> [EXERCISE INSTRUCTIONS]
Copy out the lines below that hold the word "dead".

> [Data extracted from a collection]

BEGIN

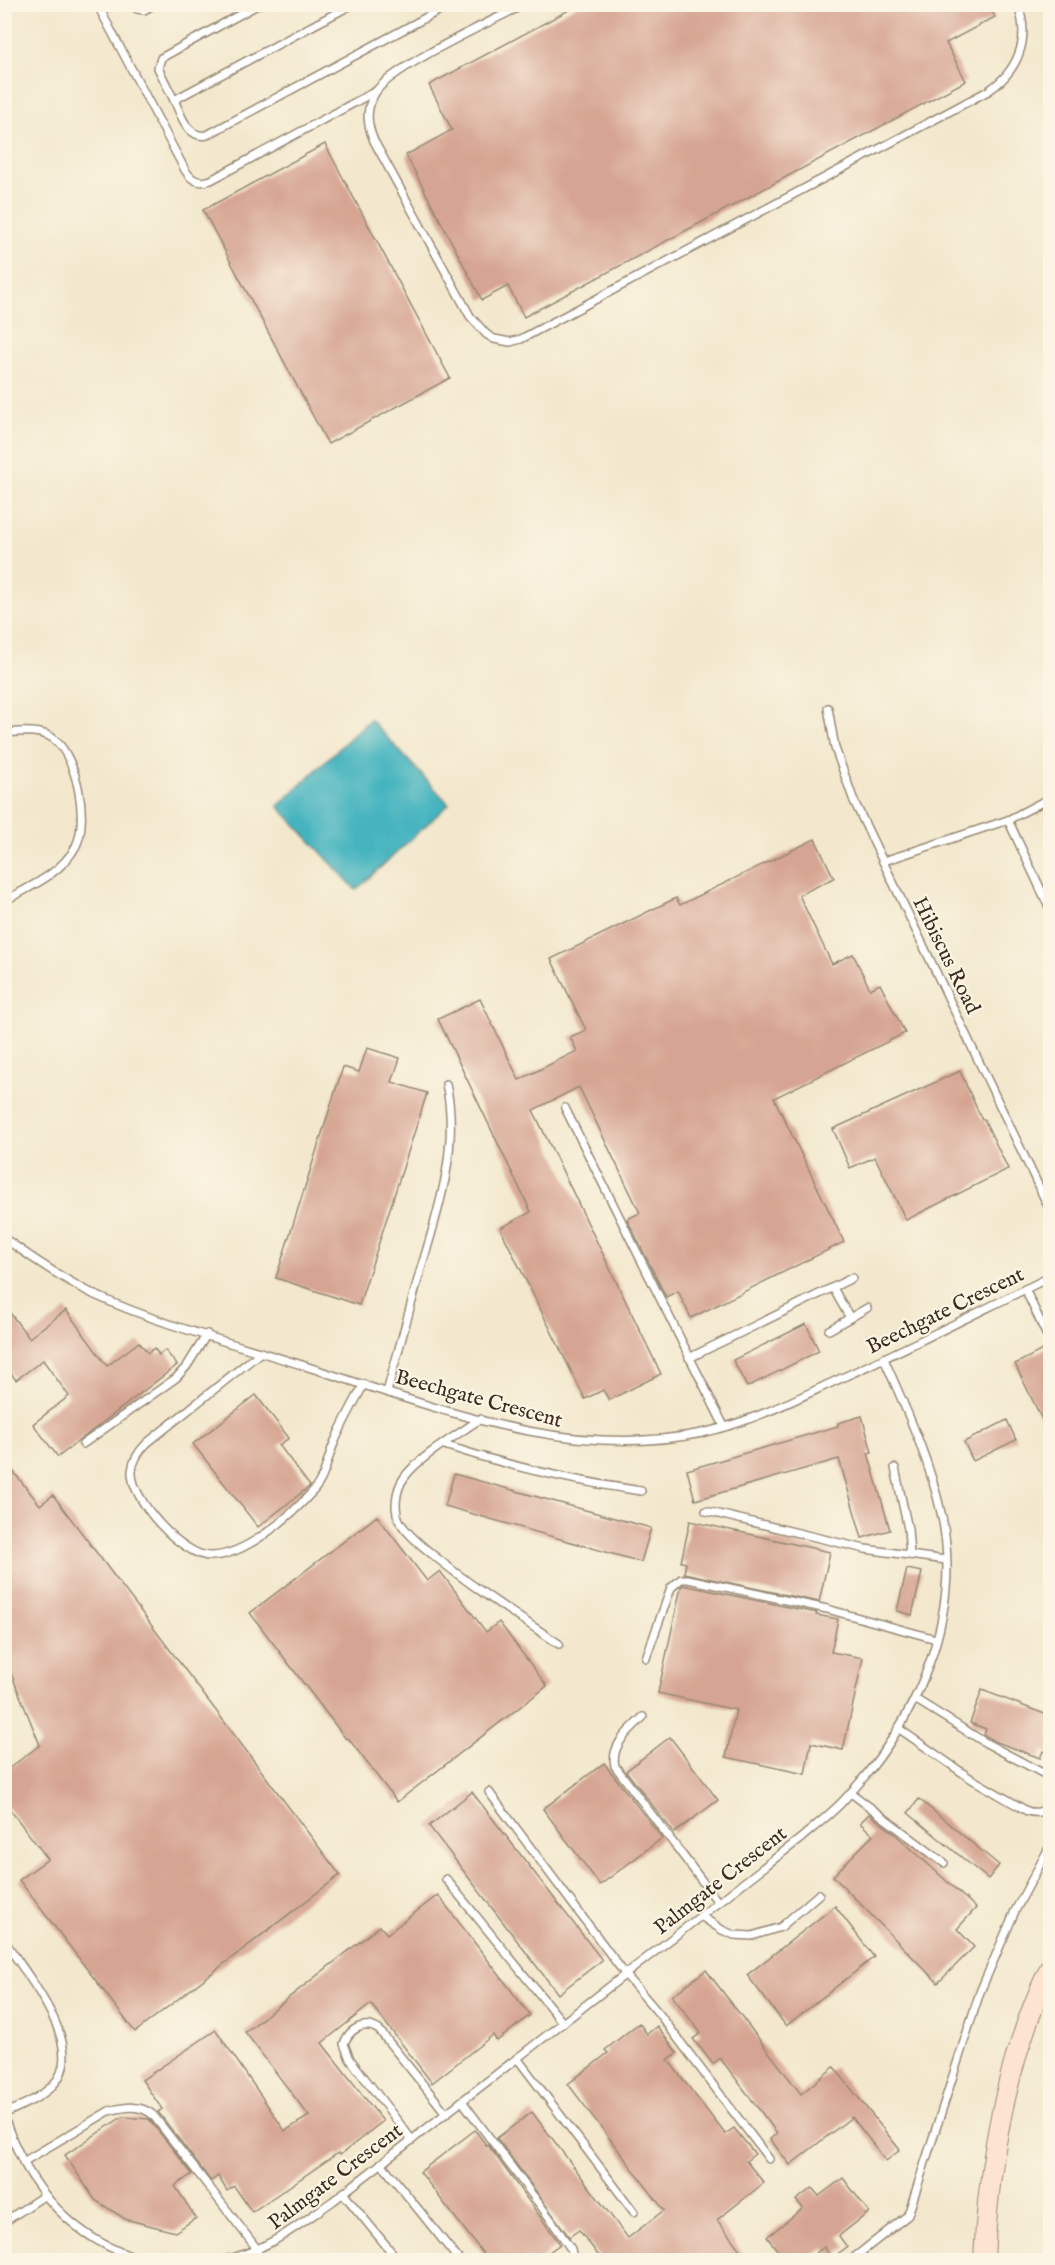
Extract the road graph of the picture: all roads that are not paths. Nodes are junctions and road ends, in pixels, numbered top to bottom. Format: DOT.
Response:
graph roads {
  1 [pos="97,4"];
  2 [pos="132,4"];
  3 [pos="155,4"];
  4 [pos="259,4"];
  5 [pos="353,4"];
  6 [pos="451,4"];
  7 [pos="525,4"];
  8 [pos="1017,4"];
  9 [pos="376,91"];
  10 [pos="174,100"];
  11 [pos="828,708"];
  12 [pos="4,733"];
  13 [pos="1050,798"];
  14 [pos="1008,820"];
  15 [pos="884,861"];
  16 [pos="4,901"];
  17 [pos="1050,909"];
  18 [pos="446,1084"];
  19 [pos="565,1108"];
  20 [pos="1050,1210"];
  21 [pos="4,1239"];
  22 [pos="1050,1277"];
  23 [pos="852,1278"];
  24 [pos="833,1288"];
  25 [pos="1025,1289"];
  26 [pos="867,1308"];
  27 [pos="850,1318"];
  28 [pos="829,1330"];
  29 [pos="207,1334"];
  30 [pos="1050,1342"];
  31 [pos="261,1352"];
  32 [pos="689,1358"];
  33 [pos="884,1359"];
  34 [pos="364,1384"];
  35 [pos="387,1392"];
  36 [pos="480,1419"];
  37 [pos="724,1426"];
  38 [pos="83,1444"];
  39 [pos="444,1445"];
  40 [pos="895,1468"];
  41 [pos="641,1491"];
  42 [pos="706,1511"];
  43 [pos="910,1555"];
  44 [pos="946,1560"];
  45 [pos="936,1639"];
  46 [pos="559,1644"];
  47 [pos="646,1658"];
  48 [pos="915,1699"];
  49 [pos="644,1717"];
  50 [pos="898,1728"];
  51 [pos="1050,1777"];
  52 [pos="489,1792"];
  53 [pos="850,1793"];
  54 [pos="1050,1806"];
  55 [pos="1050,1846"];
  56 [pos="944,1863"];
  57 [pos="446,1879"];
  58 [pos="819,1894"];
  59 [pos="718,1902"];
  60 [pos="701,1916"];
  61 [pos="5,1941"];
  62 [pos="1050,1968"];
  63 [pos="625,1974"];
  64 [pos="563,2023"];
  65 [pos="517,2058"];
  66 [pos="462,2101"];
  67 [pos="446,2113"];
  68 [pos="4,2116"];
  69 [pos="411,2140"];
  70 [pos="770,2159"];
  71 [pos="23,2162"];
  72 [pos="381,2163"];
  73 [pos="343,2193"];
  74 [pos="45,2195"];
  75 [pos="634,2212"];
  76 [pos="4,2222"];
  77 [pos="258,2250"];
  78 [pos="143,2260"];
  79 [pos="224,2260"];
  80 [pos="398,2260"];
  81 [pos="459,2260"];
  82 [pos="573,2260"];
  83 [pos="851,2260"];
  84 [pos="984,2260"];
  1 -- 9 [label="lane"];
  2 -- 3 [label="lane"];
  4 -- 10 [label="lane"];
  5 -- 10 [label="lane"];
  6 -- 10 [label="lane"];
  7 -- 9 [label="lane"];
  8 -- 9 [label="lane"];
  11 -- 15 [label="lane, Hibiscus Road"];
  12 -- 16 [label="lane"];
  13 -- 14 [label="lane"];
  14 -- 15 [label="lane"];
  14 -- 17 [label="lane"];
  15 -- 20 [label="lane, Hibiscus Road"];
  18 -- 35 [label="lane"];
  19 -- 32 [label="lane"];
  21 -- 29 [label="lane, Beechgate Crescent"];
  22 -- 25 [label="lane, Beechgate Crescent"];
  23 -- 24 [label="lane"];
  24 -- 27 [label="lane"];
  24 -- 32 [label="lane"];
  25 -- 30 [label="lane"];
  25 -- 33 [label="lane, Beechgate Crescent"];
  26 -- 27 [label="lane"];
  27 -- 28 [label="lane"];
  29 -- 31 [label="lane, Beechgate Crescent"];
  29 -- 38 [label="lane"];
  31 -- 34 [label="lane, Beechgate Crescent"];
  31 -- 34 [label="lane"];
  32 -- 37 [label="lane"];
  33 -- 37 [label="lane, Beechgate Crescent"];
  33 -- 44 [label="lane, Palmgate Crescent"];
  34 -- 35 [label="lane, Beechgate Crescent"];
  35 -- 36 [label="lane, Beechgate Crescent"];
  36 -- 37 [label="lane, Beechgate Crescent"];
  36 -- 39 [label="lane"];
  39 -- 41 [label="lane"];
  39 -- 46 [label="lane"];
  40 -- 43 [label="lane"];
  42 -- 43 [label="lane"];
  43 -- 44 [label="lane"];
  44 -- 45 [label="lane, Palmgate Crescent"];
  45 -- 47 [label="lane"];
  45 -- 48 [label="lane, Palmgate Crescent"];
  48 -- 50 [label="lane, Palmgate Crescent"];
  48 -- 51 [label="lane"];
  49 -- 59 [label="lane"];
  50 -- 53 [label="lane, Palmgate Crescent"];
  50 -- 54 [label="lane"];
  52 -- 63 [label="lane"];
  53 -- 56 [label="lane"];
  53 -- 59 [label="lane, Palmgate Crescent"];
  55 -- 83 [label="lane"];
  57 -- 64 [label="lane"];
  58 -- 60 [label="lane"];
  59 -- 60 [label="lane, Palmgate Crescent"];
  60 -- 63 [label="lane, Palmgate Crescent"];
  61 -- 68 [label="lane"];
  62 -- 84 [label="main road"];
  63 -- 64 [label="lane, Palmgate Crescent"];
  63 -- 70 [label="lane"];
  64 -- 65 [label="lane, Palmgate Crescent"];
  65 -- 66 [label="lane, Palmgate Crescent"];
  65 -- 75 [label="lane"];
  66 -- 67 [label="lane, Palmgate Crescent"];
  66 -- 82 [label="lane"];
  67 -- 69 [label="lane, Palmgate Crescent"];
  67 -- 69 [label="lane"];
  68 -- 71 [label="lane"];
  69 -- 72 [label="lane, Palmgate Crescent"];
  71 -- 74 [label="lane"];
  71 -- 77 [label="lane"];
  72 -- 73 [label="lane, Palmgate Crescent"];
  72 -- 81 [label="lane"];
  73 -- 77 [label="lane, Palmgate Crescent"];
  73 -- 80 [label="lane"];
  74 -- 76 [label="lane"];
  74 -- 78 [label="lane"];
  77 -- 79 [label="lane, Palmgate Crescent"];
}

END
BEGIN

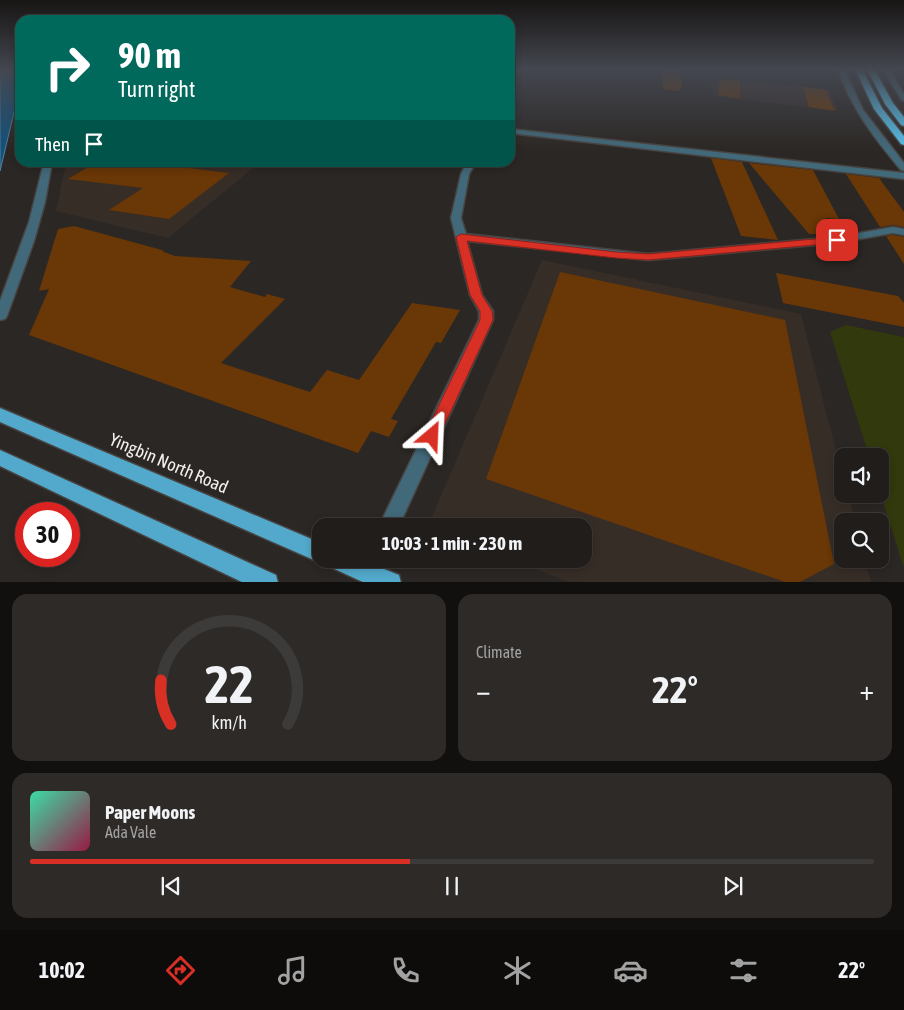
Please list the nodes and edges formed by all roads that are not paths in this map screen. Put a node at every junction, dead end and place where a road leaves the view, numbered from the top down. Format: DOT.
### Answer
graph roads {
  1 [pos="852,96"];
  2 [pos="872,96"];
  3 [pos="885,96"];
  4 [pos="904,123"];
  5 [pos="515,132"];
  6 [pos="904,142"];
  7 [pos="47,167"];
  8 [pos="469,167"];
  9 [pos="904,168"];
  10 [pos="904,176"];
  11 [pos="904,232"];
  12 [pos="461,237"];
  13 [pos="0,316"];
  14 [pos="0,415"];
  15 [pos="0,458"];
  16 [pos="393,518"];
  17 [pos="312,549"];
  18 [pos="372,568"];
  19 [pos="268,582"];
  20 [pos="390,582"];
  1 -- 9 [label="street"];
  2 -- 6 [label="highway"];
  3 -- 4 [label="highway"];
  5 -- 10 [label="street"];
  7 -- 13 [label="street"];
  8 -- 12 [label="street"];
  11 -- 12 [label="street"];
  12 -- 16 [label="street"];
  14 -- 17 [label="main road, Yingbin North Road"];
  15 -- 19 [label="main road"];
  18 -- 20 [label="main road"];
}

END
BEGIN

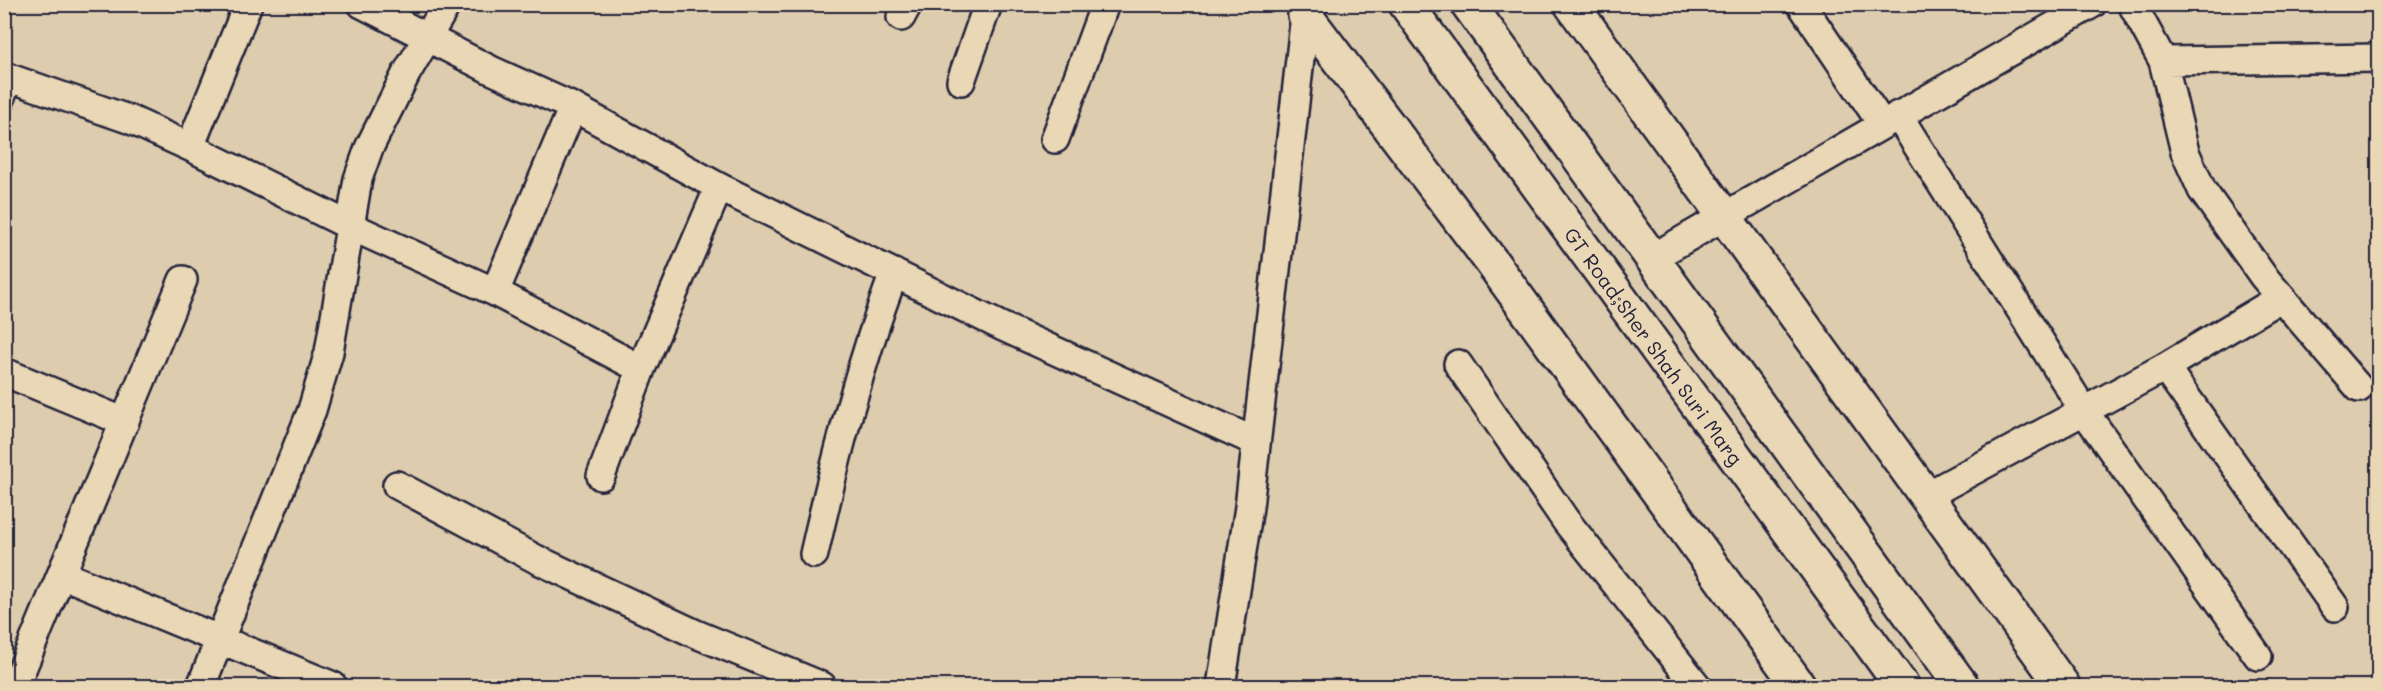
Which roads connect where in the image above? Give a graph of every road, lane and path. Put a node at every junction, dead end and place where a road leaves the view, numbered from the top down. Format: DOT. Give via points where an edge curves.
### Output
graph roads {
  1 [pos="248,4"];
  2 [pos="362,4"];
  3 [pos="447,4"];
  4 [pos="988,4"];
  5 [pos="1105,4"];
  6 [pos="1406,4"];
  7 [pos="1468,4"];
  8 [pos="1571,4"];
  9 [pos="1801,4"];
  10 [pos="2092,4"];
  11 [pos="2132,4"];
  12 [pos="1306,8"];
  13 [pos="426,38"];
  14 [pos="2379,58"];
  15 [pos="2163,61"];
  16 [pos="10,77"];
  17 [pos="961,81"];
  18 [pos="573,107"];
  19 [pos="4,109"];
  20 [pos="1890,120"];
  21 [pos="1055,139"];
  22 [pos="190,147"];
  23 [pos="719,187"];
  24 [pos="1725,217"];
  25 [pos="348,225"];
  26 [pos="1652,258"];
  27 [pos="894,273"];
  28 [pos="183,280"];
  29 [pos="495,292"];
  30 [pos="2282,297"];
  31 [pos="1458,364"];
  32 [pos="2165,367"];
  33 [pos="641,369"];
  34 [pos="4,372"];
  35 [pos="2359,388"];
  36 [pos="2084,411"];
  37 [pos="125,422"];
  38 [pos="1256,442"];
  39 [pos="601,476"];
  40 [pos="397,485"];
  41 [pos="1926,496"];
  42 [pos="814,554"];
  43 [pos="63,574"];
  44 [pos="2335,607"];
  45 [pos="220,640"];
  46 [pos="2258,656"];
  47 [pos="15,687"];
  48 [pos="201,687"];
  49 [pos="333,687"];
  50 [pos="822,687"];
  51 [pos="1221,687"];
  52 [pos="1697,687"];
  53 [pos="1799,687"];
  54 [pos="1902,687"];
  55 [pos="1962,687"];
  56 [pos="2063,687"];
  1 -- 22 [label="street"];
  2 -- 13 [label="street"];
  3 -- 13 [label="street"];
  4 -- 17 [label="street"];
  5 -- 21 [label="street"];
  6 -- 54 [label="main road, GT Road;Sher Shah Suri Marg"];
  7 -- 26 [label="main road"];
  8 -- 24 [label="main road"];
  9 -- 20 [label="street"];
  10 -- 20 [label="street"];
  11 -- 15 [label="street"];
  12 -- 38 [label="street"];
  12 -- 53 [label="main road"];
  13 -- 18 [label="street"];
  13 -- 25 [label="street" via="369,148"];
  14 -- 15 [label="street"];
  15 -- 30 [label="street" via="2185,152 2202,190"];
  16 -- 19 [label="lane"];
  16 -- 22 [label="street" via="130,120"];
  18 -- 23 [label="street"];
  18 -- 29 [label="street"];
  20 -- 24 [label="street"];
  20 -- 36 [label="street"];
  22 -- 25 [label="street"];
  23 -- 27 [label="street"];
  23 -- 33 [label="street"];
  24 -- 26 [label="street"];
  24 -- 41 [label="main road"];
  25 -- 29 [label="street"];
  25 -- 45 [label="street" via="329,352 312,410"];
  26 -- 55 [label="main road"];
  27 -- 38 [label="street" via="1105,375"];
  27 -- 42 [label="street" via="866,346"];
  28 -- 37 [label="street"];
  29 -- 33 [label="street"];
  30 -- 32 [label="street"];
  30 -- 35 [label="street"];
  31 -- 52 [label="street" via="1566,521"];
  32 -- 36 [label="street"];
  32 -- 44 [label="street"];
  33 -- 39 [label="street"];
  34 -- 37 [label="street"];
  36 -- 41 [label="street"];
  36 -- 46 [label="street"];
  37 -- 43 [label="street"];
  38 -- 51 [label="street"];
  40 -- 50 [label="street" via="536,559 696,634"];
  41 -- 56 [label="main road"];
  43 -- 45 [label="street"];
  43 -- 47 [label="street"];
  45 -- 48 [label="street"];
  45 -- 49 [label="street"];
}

END

> [ANSWER BOX]
Please list the nodes and edges formed by all roads that are not paths in this map screen. Put a node at every junction, dead end and place where a road leaves the view, numbered from the top down. Format: DOT.
Which roads connect where in the image above? Give a graph of every road, lane and path. Put a node at every junction, dead end and place where a road leaves the view, numbered from the top down. Format: DOT. Give via points where an edge curves.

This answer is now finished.